The 15-year-old junior barrel racer qualified for the International Indian Finals Rodeo last year after she won the average in the junior barrels at the AIRCA finals.
She didn't do well at the IIFR last year but now she'll have a second chance. She was a repeat champion this past weekend, which earned her an automatic qualification to this year's IIFR.
"I can't wait for this year," Edgewater said about the IIFR in October. "I feel better about this year, and getting my horse to work better. Let's see how it goes."
The Greasewood Springs, Ariz. native was seeded second in the AIRCA standings going into the finals that was held Aug. 24-25 at McGee Park in Farmington.
The top four finishers of the AIRCA finals qualified for a spot in the IIFR, which will be held in San Carlos, Ariz., on Oct. 7-13.
Edgewater finished with an average time of 48.32 on three runs and earned $1,231, but she said her best performance happened in the third-go round.
She said her first two performances were faster but she almost tipped two barrels in that final round.
She said keeping the barrels up will be something she keeps in mind when she prepares for the IIFR. Last year at the IIFR, Edgewater said her horse 'Trinity' had a tendency to drop her shoulders and dive in toward the barrels.
"That kind of got me out of it (the IIFR competition)," she said.
Edgewater wasn't the only one looking for another shot at the IIFR as bareback rider Delvecchio Kaye was also wanting another chance.
Kaye, 21, who has qualified for the AIRCA finals and IIFR numerous times has yet to earn a world title.
He said the competition at the finals was tough, but for him the luck of the draw was in his favor.
"If you have a good draw throughout the whole week you'll come out on top," Kaye said.
He said his performances in the finals were all thanks to the mental preparation and encouragement from his father.
"My dad said 'Just clear your head, don't worry about the money or anything, just ride your horse,'" he said. "That's what I did this week."
Kaye is used to getting advice behind the chutes from his father, Wilfred Kaye, a long-time bareback rider. But things are different this year since his father will be guiding him from the sidelines.
At the finals, Kaye went a perfect 3-for-3.
In the first round, he rode a horse called 'Pretty Eyes' for a score of 76 points before earning a 75-point ride on 'V-S' in the second round. In last performance, Kaye capped his weekend with a 68-point effort on 'Falling Angels' and collected $1,000.
The finals paid out well over $43,000 and qualified 35 contestants for this year's IIFR, with some contestants qualifying for the first time.
Donovan Yazzie of Coyote Canyon, N.M. was named this year's all-around cowboy at AIRCA championship finals.
He won $265 in the first round of the steer wrestling event by placing third with a 6.4 run. In the tie-down event, he won the average with an aggregate of 33.4 seconds on three heads and collected an additional $1,457 for a grand total of $1,722.
Kim R. Jim, from Shiprock, N.M., was one of the IIFR's new qualifiers. She came in first in the ladies breakaway event. She had an average time of 21.0 seconds in three runs.
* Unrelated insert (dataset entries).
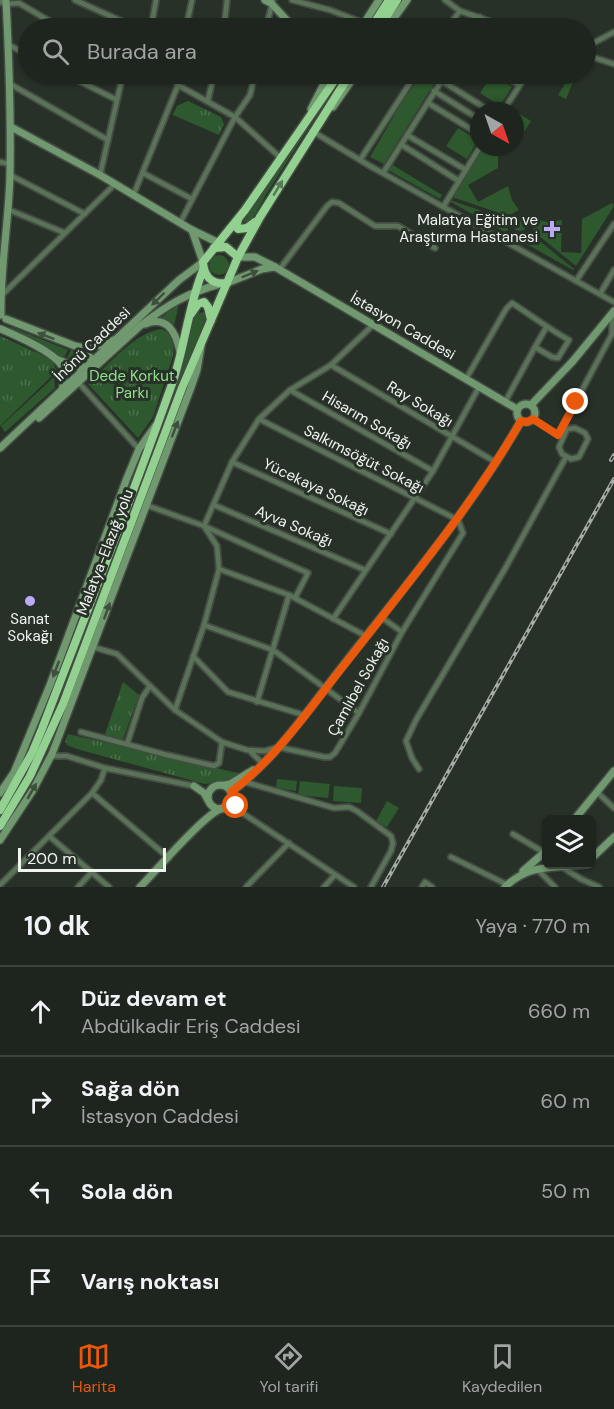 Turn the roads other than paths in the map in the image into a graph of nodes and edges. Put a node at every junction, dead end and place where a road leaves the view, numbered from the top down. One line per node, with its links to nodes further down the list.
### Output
1 (75, 0): 16 (street)
2 (156, 0): 17 (street)
3 (192, 0): 18 (street)
4 (227, 0): 19 (street)
5 (292, 0): 22 (street)
6 (379, 0): 23 (main road)
7 (389, 0): 24 (highway)
8 (397, 0): 25 (highway)
9 (407, 0): 26 (main road)
10 (445, 0): 13 (street)
11 (270, 1): 20 (street); 21 (main road)
12 (4, 2): 15 (street); 30 (main road)
13 (460, 11): 14 (street); 27 (street)
14 (480, 17)
15 (44, 18)
16 (115, 18)
17 (153, 18)
18 (188, 18)
19 (225, 18)
20 (267, 18)
21 (285, 18)
22 (346, 18)
23 (370, 18)
24 (373, 18)
25 (385, 18)
26 (394, 18)
27 (455, 18)
28 (614, 32): 29 (street)
29 (596, 41)
30 (9, 45): 31 (street); 34 (main road)
31 (18, 50)
32 (596, 58): 33 (street)
33 (614, 64)
34 (10, 84): 55 (main road); 59 (street)
35 (85, 84): 48 (street)
36 (121, 84): 48 (street)
37 (212, 84): 49 (street)
38 (253, 84): 54 (street)
39 (328, 84): 62 (highway)
40 (343, 84): 56 (highway)
41 (349, 84): 56 (main road)
42 (409, 84): 63 (street)
43 (440, 84): 47 (street)
44 (447, 84): 50 (street)
45 (177, 85): 49 (street); 67 (street)
46 (519, 85): 51 (street)
47 (434, 91): 52 (street); 53 (street)
48 (117, 100): 59 (street)
49 (208, 100): 54 (street)
50 (476, 102)
51 (509, 102)
52 (428, 103): 57 (street); 58 (street)
53 (470, 113)
54 (235, 117): 62 (street); 74 (street)
55 (11, 127): 65 (main road); 70 (main road)
56 (314, 127): 63 (street); 79 (highway, one-way to 56)
57 (470, 129)
58 (407, 135): 60 (street); 66 (street)
59 (108, 140): 70 (street)
60 (402, 145): 68 (street); 71 (street)
61 (475, 156): 66 (street)
62 (281, 158): 77 (highway)
63 (360, 160): 68 (street)
64 (0, 162): 65 (street)
65 (10, 164): 69 (main road)
66 (466, 170): 71 (street)
67 (143, 173): 73 (street); 74 (street)
68 (383, 173): 75 (street)
69 (10, 175): 76 (main road); 78 (street)
70 (100, 175): 72 (main road)
71 (459, 181): 75 (street)
72 (115, 184): 73 (main road); 78 (street)
73 (134, 196): 81 (main road)
74 (192, 199): 81 (street)
75 (442, 207): 92 (street)
76 (7, 209): 80 (main road); 84 (street)
77 (245, 210): 79 (highway); 85 (highway)
78 (85, 214): 84 (street)
79 (260, 217): 87 (highway)
80 (3, 218): 91 (main road)
81 (180, 223): 83 (main road)
82 (614, 224): 92 (street)
83 (192, 230): 85 (main road); 88 (main road)
84 (65, 233): 96 (street)
85 (219, 246): 87 (highway); 88 (highway, Malatya-Elazığ yolu)
86 (435, 248): 89 (street)
87 (238, 257): 89 (main road, İstasyon Caddesi); 93 (highway, Malatya-Elazığ yolu)
88 (203, 266): 93 (highway); 94 (highway, Malatya-Elazığ yolu); 106 (main road, İnönü Caddesi, one-way to 106)
89 (277, 269): 93 (main road, one-way to 89); 102 (main road, İstasyon Caddesi)
90 (614, 270): 95 (street)
91 (0, 277): 96 (main road)
92 (576, 281): 95 (street)
93 (224, 284): 94 (main road); 101 (highway, Malatya-Elazığ yolu)
94 (195, 291): 100 (highway, Malatya-Elazığ yolu); 103 (main road)
95 (600, 294): 97 (street)
96 (0, 297): 99 (main road)
97 (614, 302)
98 (613, 312): 120 (main road); 127 (street)
99 (2, 316): 105 (main road); 108 (main road, one-way to 99)
100 (187, 321): 101 (highway); 110 (highway, Malatya-Elazığ yolu)
101 (211, 321): 107 (highway, Malatya-Elazığ yolu)
102 (374, 324): 112 (street); 114 (main road, İstasyon Caddesi)
103 (140, 326): 110 (main road); 113 (main road)
104 (546, 328): 109 (street); 109 (street); 114 (street)
105 (1, 329): 111 (main road)
106 (120, 336): 108 (main road); 113 (main road, İnönü Caddesi)
107 (201, 343): 135 (main road, one-way to 107); 183 (highway, Malatya-Elazığ yolu)
108 (75, 346): 113 (main road)
109 (535, 347): 119 (street)
110 (180, 355): 125 (highway, Malatya-Elazığ yolu)
111 (56, 359): 113 (main road); 118 (main road)
112 (331, 365): 117 (street); 126 (street, Ray Sokağı)
113 (91, 366): 115 (main road, İnönü Caddesi); 118 (main road, İnönü Caddesi)
114 (466, 379): 116 (main road, İstasyon Caddesi)
115 (78, 382): 128 (street); 129 (main road, İnönü Caddesi)
116 (479, 387): 119 (main road, İstasyon Caddesi); 126 (street)
117 (290, 390): 122 (street); 133 (street, Hisarım Sokağı)
118 (62, 392): 129 (main road, İnönü Caddesi)
119 (504, 402): 121 (main road, İstasyon Caddesi)
120 (531, 405): 121 (main road); 123 (main road)
121 (517, 409): 124 (main road)
122 (259, 419): 131 (street); 134 (street, Salkımsöğüt Sokağı)
123 (533, 419): 124 (main road); 127 (street)
124 (521, 421): 132 (main road)
125 (158, 422): 128 (main road); 157 (highway, Malatya-Elazığ yolu)
126 (451, 437): 132 (street, Ray Sokağı); 133 (street)
127 (561, 437): 130 (street); 130 (street)
128 (139, 449): 168 (main road, one-way to 168)
129 (0, 450)
130 (567, 456): 166 (street)
131 (232, 462): 136 (street); 139 (street, Yücekaya Sokağı)
132 (497, 463): 137 (main road)
133 (432, 471): 134 (street)
134 (414, 498): 137 (street, Salkımsöğüt Sokağı); 139 (street)
135 (146, 505): 138 (street); 148 (main road, one-way to 135)
136 (214, 505): 138 (street); 141 (street, Ayva Sokağı)
137 (458, 520): 143 (main road); 146 (street, Çamlıbel Sokağı)
138 (204, 526): 140 (street); 142 (street)
139 (391, 534): 141 (street)
140 (219, 569): 142 (street); 145 (street)
141 (365, 570): 144 (street)
142 (292, 597): 144 (street); 149 (street)
143 (381, 617): 146 (street); 147 (main road)
144 (333, 619): 147 (street)
145 (204, 625): 149 (street); 150 (street)
146 (402, 632): 155 (street, Çamlıbel Sokağı)
147 (366, 636): 152 (main road)
148 (93, 647): 151 (street); 163 (main road)
149 (273, 650): 152 (street); 153 (street)
150 (193, 656): 153 (street); 154 (street)
151 (150, 686): 154 (street); 160 (street)
152 (326, 687): 155 (street); 156 (main road)
153 (257, 702): 156 (street)
154 (175, 710): 159 (street)
155 (359, 713): 161 (street, Çamlıbel Sokağı)
156 (304, 715): 161 (main road)
157 (42, 729): 168 (main road); 179 (highway, Malatya-Elazığ yolu)
158 (81, 732): 160 (street)
159 (222, 742): 160 (street); 162 (street)
160 (127, 744)
161 (278, 747): 162 (street); 164 (main road)
162 (248, 750): 164 (street)
163 (51, 756): 165 (street); 187 (main road, one-way to 163)
164 (262, 763): 169 (main road); 170 (main road)
165 (105, 768): 171 (street); 174 (street)
166 (419, 769)
167 (614, 771): 172 (main road)
168 (13, 775): 173 (main road)
169 (245, 782): 175 (main road); 208 (street)
170 (220, 785): 171 (main road); 175 (main road); 176 (main road)
171 (194, 786): 176 (main road)
172 (597, 792): 177 (street); 181 (main road)
173 (0, 793)
174 (92, 793): 185 (street); 193 (street)
175 (231, 794): 178 (main road); 180 (main road)
176 (208, 798): 178 (main road); 182 (main road)
177 (614, 806)
178 (223, 808): 180 (main road); 182 (main road)
179 (0, 810)
180 (241, 812): 188 (street)
181 (577, 815)
182 (206, 817): 193 (main road)
183 (0, 826)
184 (513, 834): 189 (street)
185 (49, 836): 197 (street); 200 (street)
186 (614, 837): 190 (main road)
187 (0, 840)
188 (289, 843): 198 (street); 205 (street)
189 (542, 850)
190 (596, 853)
191 (542, 855): 199 (main road)
192 (451, 857): 201 (street)
193 (169, 858): 204 (main road)
194 (542, 868): 195 (main road)
195 (537, 869): 199 (main road); 211 (street)
196 (562, 869): 212 (street)
197 (92, 873): 202 (street); 203 (street)
198 (335, 875): 206 (street); 207 (street)
199 (516, 877): 201 (main road)
200 (0, 885)
201 (507, 886)
202 (78, 887)
203 (109, 887)
204 (140, 887)
205 (246, 887)
206 (324, 887)
207 (354, 887)
208 (371, 887)
209 (422, 887): 210 (street)
210 (432, 887)
211 (555, 887)
212 (599, 887)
Jim said she has qualified for the AIRCA finals before but this will be her first time going to the IIFR. She said the excitement has not settled in.
"It hasn't kick in yet, probably until I get home," she said. "I'm also happy about my horses' performance. I'm more proud of him."
Jim said she's had her horse 'Damage' for about a year and he has a tendency to get shy once he's inside the box. She said his performance surprised her in a good way.
"He's a really tough horse..." she said. "Sometimes he shuts me down but he was pretty much on his game today."
Jim took home $1,100.
Senior breakaway roper Tyrone Alcott was another first-time qualifier.
Alcott, 55, said he has qualified for the AIRCA finals too many times to remember but this year he will be competing at the next level, instead of watching family members contend for a world title.
"It's about time," Alcott said. "That's what I worked for all year."
Alcott said his last performance, where he roped his calf in 3.3 seconds was his best performance as he finished the average race with a 7.9 effort by catching two of three calves.
He said he watched his draw run twice and that made it easier for him to perform.
"I just needed to run out there and rope it," he said.